Stored records
——
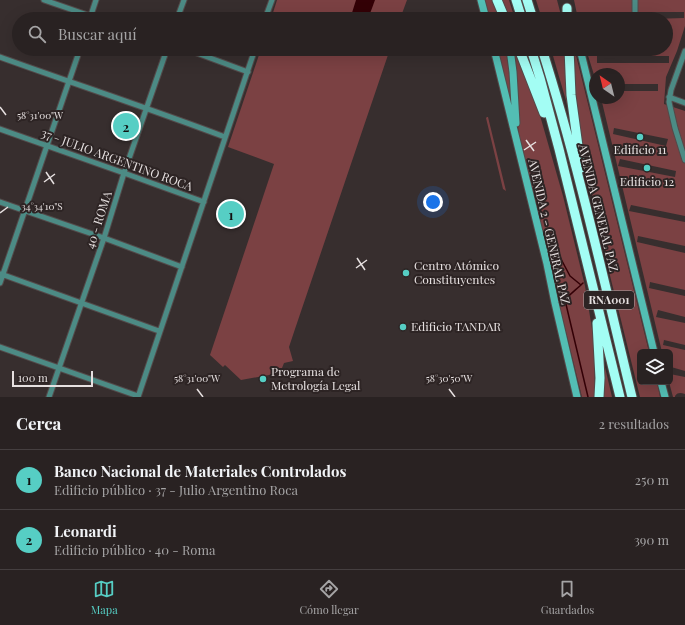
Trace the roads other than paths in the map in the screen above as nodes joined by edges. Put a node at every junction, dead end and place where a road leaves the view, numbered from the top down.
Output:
1 (44, 0) edge
2 (96, 0) edge
3 (184, 0) edge
4 (272, 0) edge
5 (481, 0) edge
6 (497, 0) edge
7 (635, 0) edge
8 (527, 1) edge
9 (75, 12) edge
10 (92, 12) edge
11 (180, 12) edge
12 (268, 12) edge
13 (484, 12) edge
14 (502, 12) edge
15 (531, 12) edge
16 (635, 12) edge
17 (685, 51) edge
18 (77, 56) edge
19 (165, 56) edge
20 (205, 56) edge
21 (253, 56) edge
22 (496, 56) edge
23 (511, 56) edge
24 (522, 56) edge
25 (533, 56) edge
26 (544, 56) edge
27 (569, 56) edge
28 (582, 56) edge
29 (0, 57) edge
30 (248, 72) junction
31 (68, 82) junction
32 (669, 98) junction
33 (685, 103) edge
34 (147, 108) junction
35 (0, 129) edge
36 (225, 137) junction
37 (517, 142) junction
38 (47, 146) junction
39 (559, 150) junction
40 (685, 160) edge
41 (124, 173) junction
42 (0, 202) edge
43 (204, 202) junction
44 (585, 203) junction
45 (24, 211) junction
46 (104, 238) junction
47 (182, 267) junction
48 (1, 274) edge
49 (0, 283) edge
50 (596, 302) junction
51 (81, 303) junction
52 (159, 331) junction
53 (0, 347) edge
54 (653, 349) edge
55 (59, 368) junction
56 (662, 385) edge
57 (49, 397) edge
58 (138, 397) edge
59 (577, 397) edge
60 (599, 397) edge
61 (620, 397) edge
62 (632, 397) edge
63 (665, 397) edge

1 - 9 street
2 - 10 street
3 - 11 street
4 - 12 street
5 - 13 street
6 - 14 highway
7 - 16 street
8 - 15 highway
17 - 32 street
18 - 31 street
19 - 34 street, 40 - ROMA
20 - 30 street
21 - 30 street
22 - 37 street, AVENIDA 2 - GENERAL PAZ
23 - 37 street
24 - 39 highway
25 - 39 highway, AVENIDA GENERAL PAZ / RNA001
26 - 44 highway, AVENIDA GENERAL PAZ / RNA001
27 - 44 highway
28 - 54 street, AVENIDA GENERAL PAZ
29 - 31 street
30 - 36 street
31 - 34 street
31 - 38 street
32 - 33 street
32 - 40 street
34 - 36 street
34 - 41 street, 40 - ROMA
35 - 38 street, 37 - JULIO ARGENTINO ROCA
36 - 43 street
37 - 59 street, AVENIDA 2 - GENERAL PAZ
38 - 41 street, 37 - JULIO ARGENTINO ROCA
38 - 45 street
39 - 50 highway, AVENIDA GENERAL PAZ / RNA001
41 - 43 street, 37 - JULIO ARGENTINO ROCA
41 - 46 street, 40 - ROMA
42 - 45 street
43 - 47 street
44 - 62 highway, AVENIDA GENERAL PAZ / RNA001
45 - 46 street
45 - 48 street
46 - 47 street
46 - 51 street, 40 - ROMA
47 - 52 street
48 - 49 street
48 - 51 street
50 - 60 highway
50 - 61 highway, AVENIDA GENERAL PAZ / RNA001
51 - 52 street
51 - 55 street, 40 - ROMA
52 - 58 street
53 - 55 street
55 - 57 street, 40 - ROMA
55 - 58 street
56 - 63 street

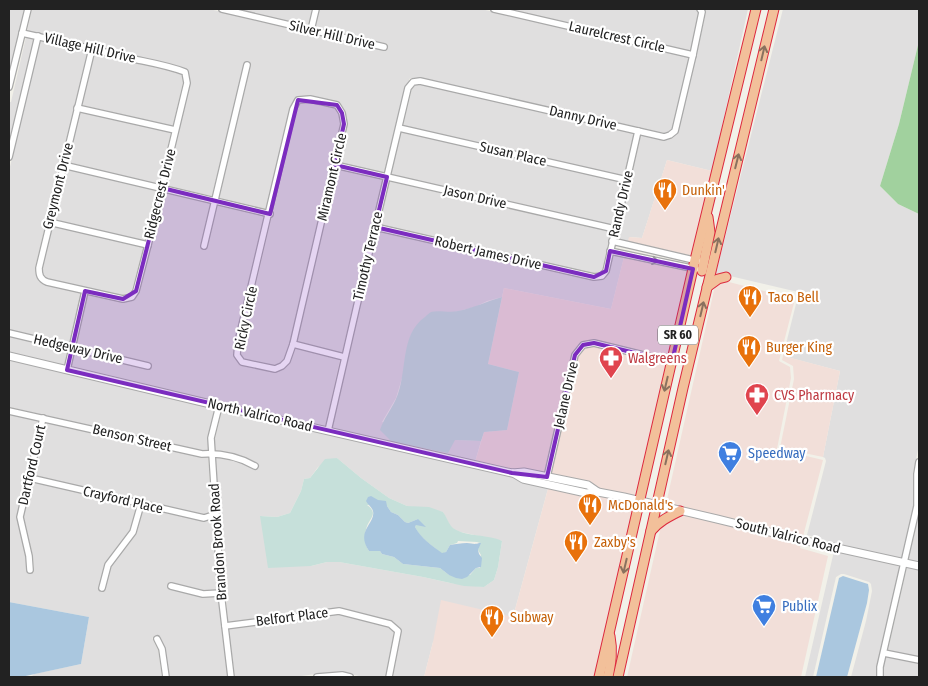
——
REQUIRED ACTION → Show each line of the data that contains the string "highway".

REPLY →
6 - 14 highway
8 - 15 highway
24 - 39 highway
25 - 39 highway, AVENIDA GENERAL PAZ / RNA001
26 - 44 highway, AVENIDA GENERAL PAZ / RNA001
27 - 44 highway
39 - 50 highway, AVENIDA GENERAL PAZ / RNA001
44 - 62 highway, AVENIDA GENERAL PAZ / RNA001
50 - 60 highway
50 - 61 highway, AVENIDA GENERAL PAZ / RNA001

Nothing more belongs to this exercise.